Question: PROBLEM 3. FINANCING AND VALUATION (25 POINTS) IRT Inc. is expected to have S25 mln. sales next year with average 8% growth rate in past

PROBLEM 3. FINANCING AND VALUATION (25 POINTS) IRT Inc. is expected to have S25 mln. sales next year with average 8% growth rate in past 2 years and in the future. COGS will be 80% of sales. To ensure the growth of the revenue capital expenditure should be 3 mln. next year with the same growth rate of 8%. Depreciation will also grow by 8% per year starting from 2.5 mln. Net working capital is 10% of sales revenues. Corporate tax rate is 20%. Risk-free rate is 5%. Market risk premium is 6%. Beta of the operating assets is 1.5. Firm reconsiders it's financing policy.
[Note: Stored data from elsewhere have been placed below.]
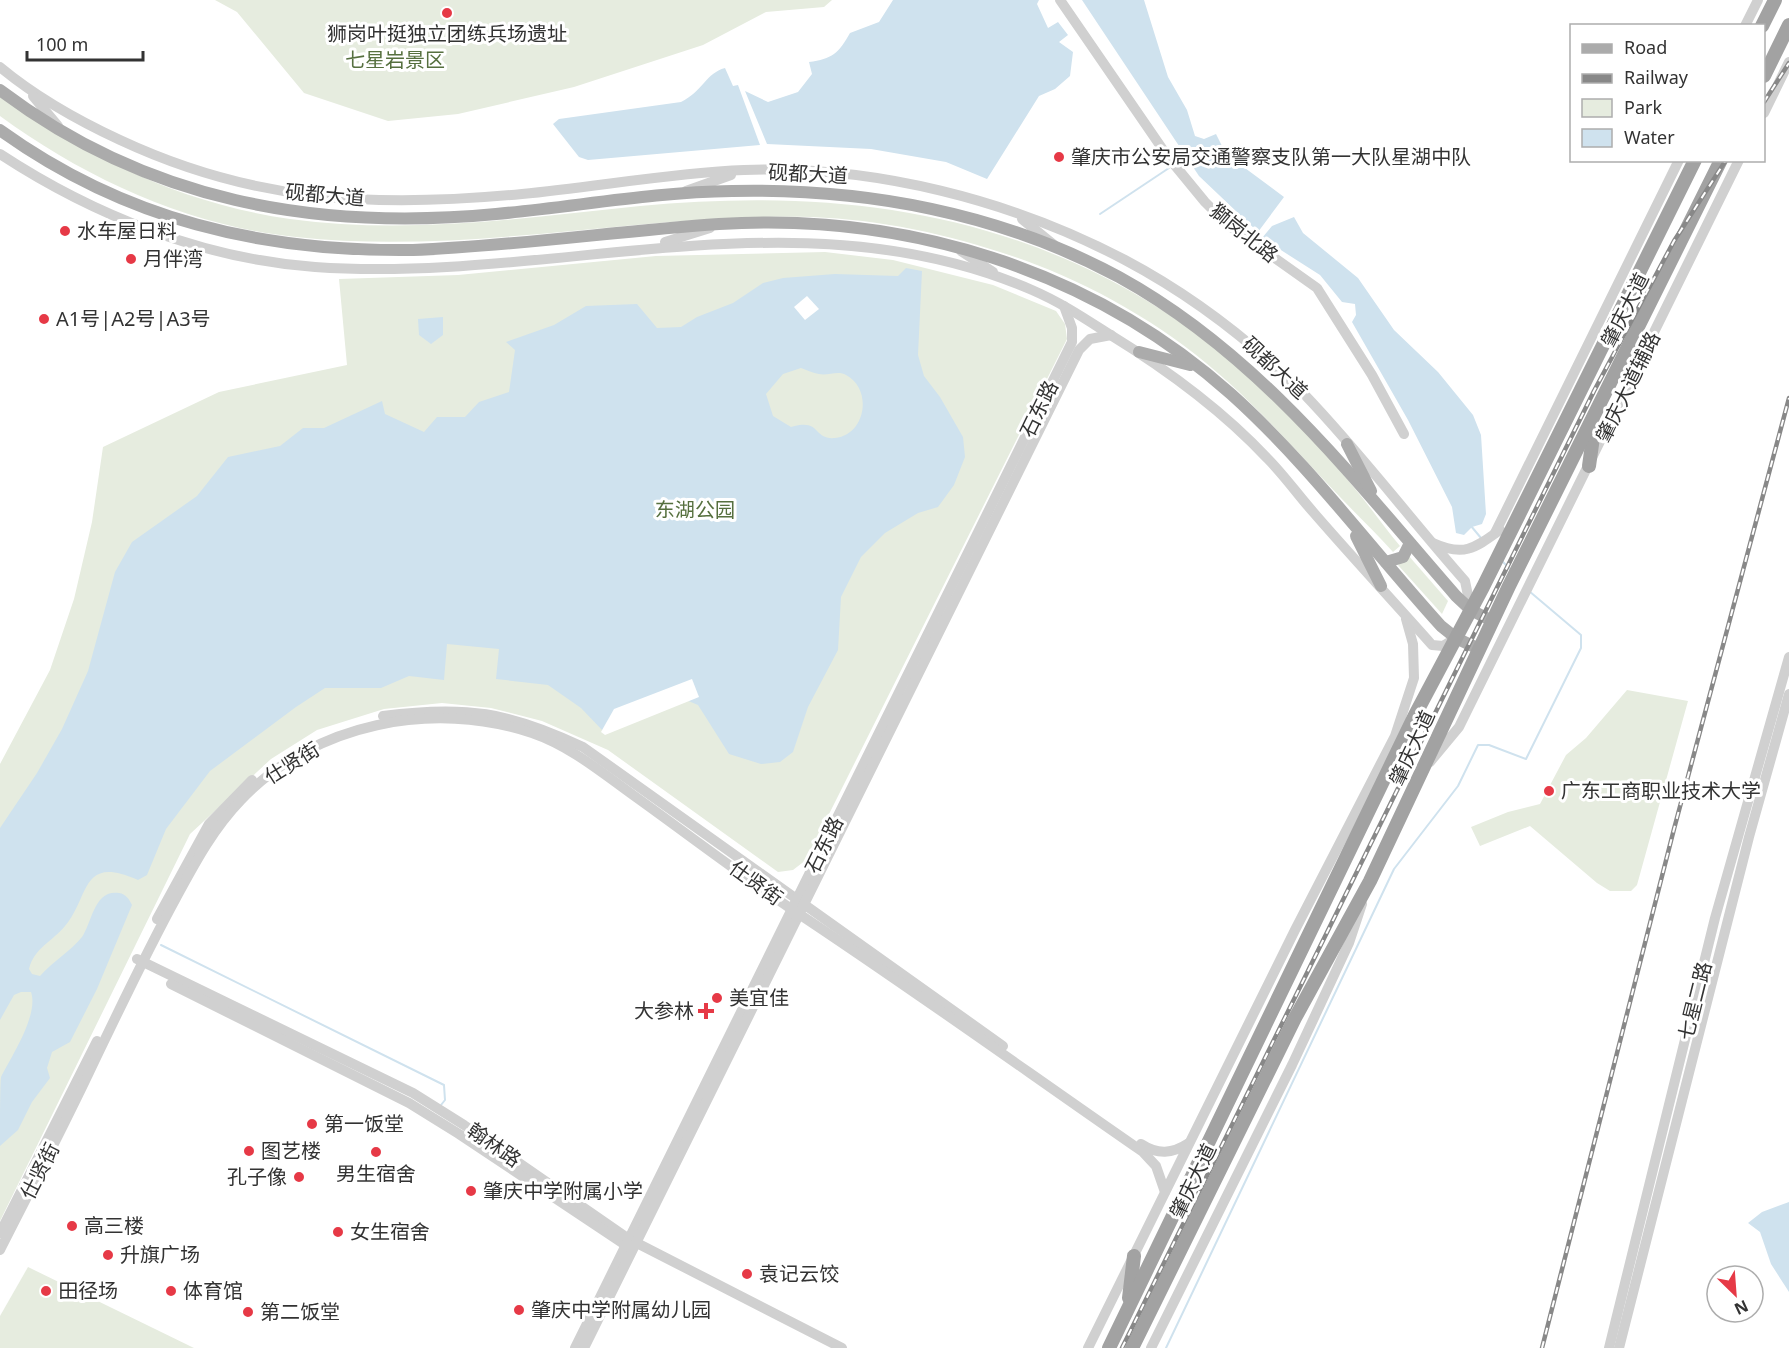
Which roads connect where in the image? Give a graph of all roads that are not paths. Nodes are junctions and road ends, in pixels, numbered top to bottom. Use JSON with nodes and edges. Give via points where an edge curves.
{"nodes":[{"id":1,"x":1060,"y":0,"type":"edge"},
{"id":2,"x":1758,"y":0,"type":"edge"},
{"id":3,"x":1775,"y":0,"type":"edge"},
{"id":4,"x":1746,"y":24,"type":"edge"},
{"id":5,"x":1763,"y":24,"type":"edge"},
{"id":6,"x":1789,"y":25,"type":"edge"},
{"id":7,"x":1789,"y":62,"type":"edge"},
{"id":8,"x":0,"y":68,"type":"edge"},
{"id":9,"x":1765,"y":74,"type":"edge"},
{"id":10,"x":26,"y":88,"type":"junction"},
{"id":11,"x":0,"y":90,"type":"edge"},
{"id":12,"x":1765,"y":111,"type":"edge"},
{"id":13,"x":0,"y":130,"type":"edge"},
{"id":14,"x":62,"y":131,"type":"junction"},
{"id":15,"x":0,"y":154,"type":"edge"},
{"id":16,"x":1678,"y":162,"type":"edge"},
{"id":17,"x":1694,"y":162,"type":"edge"},
{"id":18,"x":1720,"y":162,"type":"edge"},
{"id":19,"x":1738,"y":162,"type":"edge"},
{"id":20,"x":746,"y":170,"type":"junction"},
{"id":21,"x":676,"y":194,"type":"junction"},
{"id":22,"x":1015,"y":213,"type":"junction"},
{"id":23,"x":720,"y":224,"type":"junction"},
{"id":24,"x":951,"y":244,"type":"junction"},
{"id":25,"x":651,"y":247,"type":"junction"},
{"id":26,"x":1057,"y":247,"type":"junction"},
{"id":27,"x":1006,"y":280,"type":"junction"},
{"id":28,"x":1064,"y":306,"type":"junction"},
{"id":29,"x":1111,"y":335,"type":"junction"},
{"id":30,"x":1076,"y":346,"type":"junction"},
{"id":31,"x":1629,"y":346,"type":"junction"},
{"id":32,"x":1139,"y":352,"type":"junction"},
{"id":33,"x":1644,"y":352,"type":"junction"},
{"id":34,"x":1199,"y":368,"type":"junction"},
{"id":35,"x":1597,"y":411,"type":"junction"},
{"id":36,"x":1404,"y":434,"type":"dead end"},
{"id":37,"x":1347,"y":444,"type":"junction"},
{"id":38,"x":1589,"y":466,"type":"junction"},
{"id":39,"x":1524,"y":477,"type":"junction"},
{"id":40,"x":1380,"y":508,"type":"junction"},
{"id":41,"x":1518,"y":517,"type":"junction"},
{"id":42,"x":1348,"y":521,"type":"junction"},
{"id":43,"x":1500,"y":538,"type":"junction"},
{"id":44,"x":1430,"y":542,"type":"junction"},
{"id":45,"x":1410,"y":543,"type":"junction"},
{"id":46,"x":1386,"y":562,"type":"junction"},
{"id":47,"x":1381,"y":586,"type":"junction"},
{"id":48,"x":1471,"y":610,"type":"junction"},
{"id":49,"x":1404,"y":613,"type":"junction"},
{"id":50,"x":1492,"y":621,"type":"junction"},
{"id":51,"x":1456,"y":638,"type":"junction"},
{"id":52,"x":1479,"y":649,"type":"junction"},
{"id":53,"x":1789,"y":657,"type":"edge"},
{"id":54,"x":1789,"y":694,"type":"edge"},
{"id":55,"x":1414,"y":715,"type":"junction"},
{"id":56,"x":1395,"y":736,"type":"junction"},
{"id":57,"x":1390,"y":767,"type":"junction"},
{"id":58,"x":1425,"y":768,"type":"junction"},
{"id":59,"x":1370,"y":881,"type":"junction"},
{"id":60,"x":798,"y":907,"type":"junction"},
{"id":61,"x":138,"y":963,"type":"junction"},
{"id":62,"x":1190,"y":1143,"type":"junction"},
{"id":63,"x":1165,"y":1192,"type":"junction"},
{"id":64,"x":0,"y":1233,"type":"edge"},
{"id":65,"x":632,"y":1245,"type":"junction"},
{"id":66,"x":0,"y":1250,"type":"edge"},
{"id":67,"x":1134,"y":1256,"type":"junction"},
{"id":68,"x":1128,"y":1309,"type":"junction"},
{"id":69,"x":575,"y":1348,"type":"edge"},
{"id":70,"x":584,"y":1348,"type":"edge"},
{"id":71,"x":829,"y":1348,"type":"edge"},
{"id":72,"x":842,"y":1348,"type":"edge"},
{"id":73,"x":1088,"y":1348,"type":"edge"},
{"id":74,"x":1109,"y":1348,"type":"edge"},
{"id":75,"x":1132,"y":1348,"type":"edge"},
{"id":76,"x":1151,"y":1348,"type":"edge"},
{"id":77,"x":1610,"y":1348,"type":"edge"},
{"id":78,"x":1619,"y":1348,"type":"edge"}],
"edges":[{"from":1,"to":36,"type":"street","name":"獅岗北路","via":[[1168,157],[1205,202],[1228,225],[1317,288]]},
{"from":2,"to":4,"type":"street"},
{"from":3,"to":5,"type":"highway"},
{"from":6,"to":9,"type":"highway"},
{"from":7,"to":12,"type":"street"},
{"from":8,"to":10,"type":"street"},
{"from":10,"to":14,"type":"street"},
{"from":10,"to":20,"type":"street","via":[[103,132],[184,168],[236,183],[315,197],[378,201],[468,198]]},
{"from":11,"to":14,"type":"main road","name":"砚都大道"},
{"from":13,"to":23,"type":"main road","via":[[87,184],[150,210],[214,231],[278,243],[380,251],[450,249]]},
{"from":14,"to":21,"type":"main road","name":"砚都大道","via":[[101,153],[183,186],[237,202],[306,214],[375,219],[445,218]]},
{"from":15,"to":25,"type":"street","via":[[78,199],[144,228],[285,264],[450,267]]},
{"from":16,"to":39,"type":"street"},
{"from":17,"to":41,"type":"highway","name":"肇庆大道"},
{"from":18,"to":31,"type":"highway","name":"肇庆大道"},
{"from":19,"to":33,"type":"street","name":"肇庆大道辅路"},
{"from":20,"to":21,"type":"street"},
{"from":20,"to":22,"type":"street","via":[[880,180]]},
{"from":21,"to":26,"type":"main road","name":"砚都大道","via":[[795,191],[884,200],[973,219]]},
{"from":22,"to":26,"type":"street"},
{"from":22,"to":37,"type":"street","via":[[1126,260],[1189,298],[1274,365]]},
{"from":23,"to":24,"type":"main road","via":[[827,225]]},
{"from":23,"to":25,"type":"street"},
{"from":24,"to":27,"type":"street"},
{"from":24,"to":34,"type":"main road","via":[[1012,262],[1105,305]]},
{"from":25,"to":27,"type":"street","via":[[768,242],[856,245],[948,262]]},
{"from":26,"to":40,"type":"main road","name":"砚都大道","via":[[1148,294],[1232,353],[1306,424]]},
{"from":27,"to":28,"type":"street"},
{"from":28,"to":29,"type":"street"},
{"from":28,"to":30,"type":"street"},
{"from":29,"to":30,"type":"street"},
{"from":29,"to":32,"type":"street"},
{"from":30,"to":60,"type":"street","name":"石东路"},
{"from":31,"to":33,"type":"highway"},
{"from":31,"to":35,"type":"highway","name":"肇庆大道"},
{"from":32,"to":34,"type":"main road"},
{"from":32,"to":47,"type":"street","via":[[1227,419]]},
{"from":33,"to":38,"type":"street","name":"肇庆大道辅路"},
{"from":34,"to":42,"type":"main road","via":[[1268,430]]},
{"from":35,"to":38,"type":"highway"},
{"from":35,"to":50,"type":"highway","name":"肇庆大道"},
{"from":37,"to":40,"type":"main road"},
{"from":37,"to":44,"type":"street"},
{"from":38,"to":58,"type":"street","name":"肇庆大道辅路","via":[[1459,727]]},
{"from":39,"to":41,"type":"street"},
{"from":39,"to":43,"type":"street"},
{"from":40,"to":45,"type":"main road","name":"砚都大道"},
{"from":41,"to":43,"type":"highway","name":"肇庆大道"},
{"from":42,"to":46,"type":"main road"},
{"from":42,"to":47,"type":"main road"},
{"from":43,"to":44,"type":"street","via":[[1453,550]]},
{"from":43,"to":48,"type":"highway","name":"肇庆大道","via":[[1494,566]]},
{"from":44,"to":48,"type":"street","via":[[1465,581]]},
{"from":45,"to":46,"type":"main road","via":[[1403,557]]},
{"from":45,"to":48,"type":"main road","name":"砚都大道"},
{"from":46,"to":51,"type":"main road"},
{"from":47,"to":49,"type":"street"},
{"from":48,"to":50,"type":"main road","name":"砚都大道"},
{"from":48,"to":51,"type":"highway","name":"肇庆大道"},
{"from":49,"to":51,"type":"street","via":[[1432,645],[1443,646]]},
{"from":49,"to":56,"type":"street","via":[[1415,663],[1411,693]]},
{"from":50,"to":52,"type":"highway","name":"肇庆大道"},
{"from":51,"to":52,"type":"main road"},
{"from":51,"to":55,"type":"highway","name":"肇庆大道"},
{"from":52,"to":58,"type":"highway","name":"肇庆大道"},
{"from":53,"to":77,"type":"street","name":"七星二路","via":[[1715,918]]},
{"from":54,"to":78,"type":"street","name":"七星二路"},
{"from":55,"to":56,"type":"street"},
{"from":55,"to":57,"type":"highway","name":"肇庆大道"},
{"from":56,"to":57,"type":"street"},
{"from":56,"to":62,"type":"street"},
{"from":57,"to":68,"type":"highway","name":"肇庆大道"},
{"from":58,"to":59,"type":"highway","name":"肇庆大道"},
{"from":59,"to":75,"type":"highway","name":"肇庆大道","via":[[1295,1018]]},
{"from":59,"to":76,"type":"street","via":[[1349,943],[1306,1035]]},
{"from":60,"to":61,"type":"street","name":"仕贤街","via":[[578,755],[535,734],[494,723],[460,718],[422,719],[347,733],[275,770],[217,828]]},
{"from":60,"to":62,"type":"street","via":[[1143,1146],[1154,1152],[1169,1152]]},
{"from":60,"to":63,"type":"street","via":[[1143,1152],[1160,1172]]},
{"from":60,"to":65,"type":"street","name":"石东路"},
{"from":61,"to":64,"type":"street"},
{"from":61,"to":65,"type":"street","name":"翰林路","via":[[413,1093]]},
{"from":61,"to":66,"type":"street","name":"仕贤街"},
{"from":62,"to":63,"type":"street"},
{"from":63,"to":67,"type":"street"},
{"from":65,"to":69,"type":"street","name":"石东路"},
{"from":65,"to":70,"type":"street","name":"石东路"},
{"from":65,"to":71,"type":"street","name":"翰林路"},
{"from":65,"to":72,"type":"street","name":"翰林路"},
{"from":67,"to":68,"type":"highway"},
{"from":67,"to":73,"type":"street"},
{"from":68,"to":74,"type":"highway","name":"肇庆大道"}]}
It was decided that current debt level of $20 mln. is too high and during the next 5 years it will be decreased to $15 mln, after that firm will keep leverage ratio constant. Financial department assumes that the risk of the tax shield is the same as the risk of the core business. Cost of debt is 10%. Question 3.1. Calculate the value of the firm using APV approach and corporate tax shield as the only market imperfection (15 points) Question 3.2. Assume that there are also financial distress costs associated with such financing policy: the annual probability of financial distress is 3%. what share of the IRT's unlevered value should be destroyed in case of distress for firm to decide to repurchase all bonds and better be unlevered? Discuss whether this share is high or low? (5 points) Question 3.3. Compare the predictions of pecking order and trade-off theories of capital structure. What are their main contradictions? (5 points)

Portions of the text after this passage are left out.